An hour or so later “here comes another Red Cross truck. It pulls up right in front of us. The driver got out, opened the back, and took out a crate. He set it down on the street and drove away. We feared a bomb, but nothing happened and we were curious. We opened the box and it was filled with Chesterfield cigarettes.”

On the other hand, Americans sometimes shot medics. Maj. John Cochran of the 90th Division remembered a forward observer who would call for a barrage when he knew the Germans were eating; he had a sixth sense about it, according to Cochran. After calling for a cease-fire, he would say, “Get ready to do it again.” He explained to Cochran that in five or ten minutes “their medics will come out to treat the casualties and we’ll get them too.”

Sgt. Robert Bowen of the 101st recalled that on December 23, in the Bulge, two men from his platoon were wounded. “They lay in the snow, one babbling incoherently and the other screaming.” Bowen tried to get to them, but German fire drove him off. Medic Evertt Padget said he would try, explaining that the Germans would honor his Red Cross patch. “He went out there. It was one of the bravest acts I had ever witnessed. Enemy bullets were plowing up the snow around him until he reached the wounded men. Then the German fire slackened, and he tended the two men. Although both were beyond rescue, at least Padget gave them some morphine.

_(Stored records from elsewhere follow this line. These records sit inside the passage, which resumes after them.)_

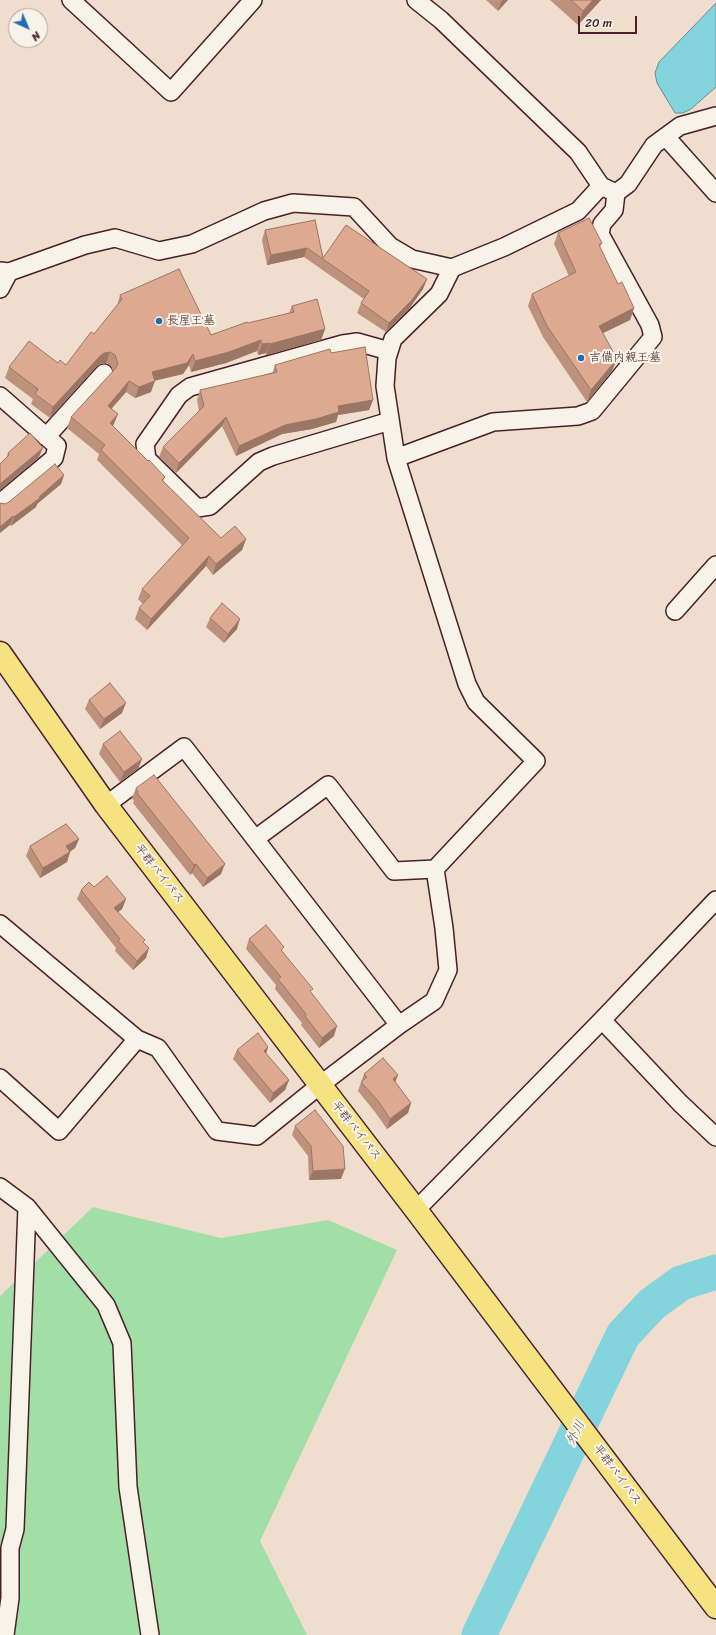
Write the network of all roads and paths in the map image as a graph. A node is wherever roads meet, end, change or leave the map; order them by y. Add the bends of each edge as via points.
1 (71, 0) edge
2 (416, 0) edge
3 (251, 1) edge
4 (716, 116) edge
5 (666, 137) junction
6 (601, 186) junction
7 (716, 192) edge
8 (616, 193) junction
9 (452, 268) junction
10 (5, 271) edge
11 (0, 289) edge
12 (389, 351) junction
13 (104, 373) dead end
14 (0, 396) edge
15 (390, 421) junction
16 (46, 437) junction
17 (396, 458) junction
18 (0, 503) edge
19 (716, 565) edge
20 (675, 612) dead end
21 (0, 653) edge
22 (106, 805) junction
23 (255, 839) junction
24 (435, 869) junction
25 (716, 900) edge
26 (0, 924) edge
27 (602, 1020) junction
28 (399, 1025) junction
29 (137, 1039) junction
30 (1, 1082) edge
31 (320, 1085) junction
32 (716, 1137) edge
33 (0, 1188) edge
34 (27, 1207) junction
35 (416, 1210) junction
36 (716, 1607) edge
37 (5, 1635) edge
38 (150, 1635) edge

1 - 3 street via 171,92
2 - 6 street via 447,25 578,152
4 - 5 street via 680,126
5 - 7 street
5 - 8 street via 654,145 628,184
6 - 8 street
6 - 9 street via 578,211 504,247
8 - 17 street via 614,210 602,224 600,234 650,325 653,337 592,411 578,416 493,422
9 - 10 street via 412,259 390,246 354,207 293,203 264,211 192,244 159,251 115,238
9 - 12 street via 439,294 393,339
10 - 11 street
12 - 15 street via 386,358 385,386
12 - 15 street via 357,342 343,344 190,387 179,395 145,444 147,459 196,508 210,506 259,462
13 - 16 street
14 - 16 street
15 - 17 street
16 - 18 street via 57,446 54,458
17 - 24 street via 476,702 536,761
19 - 20 street
21 - 22 highway, 平群バイパス
22 - 23 street via 184,747
22 - 31 highway, 平群バイパス
23 - 24 street via 328,785 394,871
23 - 28 street
24 - 28 street via 448,970 434,1001
25 - 27 street
26 - 29 street
27 - 32 street via 680,1103
27 - 35 street
28 - 31 street
29 - 30 street via 59,1131
29 - 31 street via 158,1048 217,1131 257,1136
31 - 35 highway, 平群バイパス
33 - 34 street
34 - 37 street via 15,1529 10,1548 10,1598
34 - 38 street via 106,1305 122,1343 128,1487
35 - 36 highway, 平群バイパス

Then he returned to the American line and the firing resumed.” Bowen confessed, “I thought of the wounded Germans who had lain in the road the day before and our guys had tried to kill whomever went out to help them.”

Too often when the medic arrived, the man was dead. In that case it was the medic’s responsibility to oversee the retrieving and hauling of the body back to the graves-registration crew. Bill Mauldin described one such group. Its personnel, he said, “could have played the gravediggers in Hamlet .” They were usually drunk, perhaps a necessary condition for their work.

They became callous. Pvt. Kurt Gabel of the 17th Airborne described the day he had participated in the gruesome job of finding and piling up the dead from his outfit following a failed attack in a snow-covered field. The bodies were frozen. After a morning’s work Gabel and his comrades had a large stack. A graves-registration crew drove up in a deuce-and-a-half truck. Two guys got into the back of the truck, and two others went to the pile. The two on the ground grabbed a body by shoulders and legs and swung it three times to gain momentum, chanting, “One . . . two . . . three . . . heave . ” The body flew through the air and landed with a thump. The men on the truck dragged the corpse to the far end and got ready for the next. They did it again.

Gabel and a few of his buddies stepped forward looking like the combat infantrymen they were. One of them touched his rifle lightly, and said in a matter-of-fact voice, “You do that once more and I’ll blow your goddamn heads off.”

For a moment no one moved. Then the men on the truck slowly climbed down, and the four-man crew gently lifted the next body.

The men killed in action were buried as soon as possible in small temporary cemeteries, later dug up and taken to a division or Army cemetery in the rear. This too was temporary. After the war ended, the family had the right to have the body brought home. Many parents or widows decided, however, to leave their loved ones where they fell. Those bodies went into one of the beautifully landscaped military cemeteries maintained by the American Battle Monuments Commissions. The largest are in Normandy and Luxembourg.

Robert Bradley of the 30th Infantry Division had been a medical student before the war. A religious man, he preferred to save rather than to kill. He went into Omaha Beach on June 10 and slept that night along a hedgerow. Starting at dawn, through to the end of the war, he set about saving lives.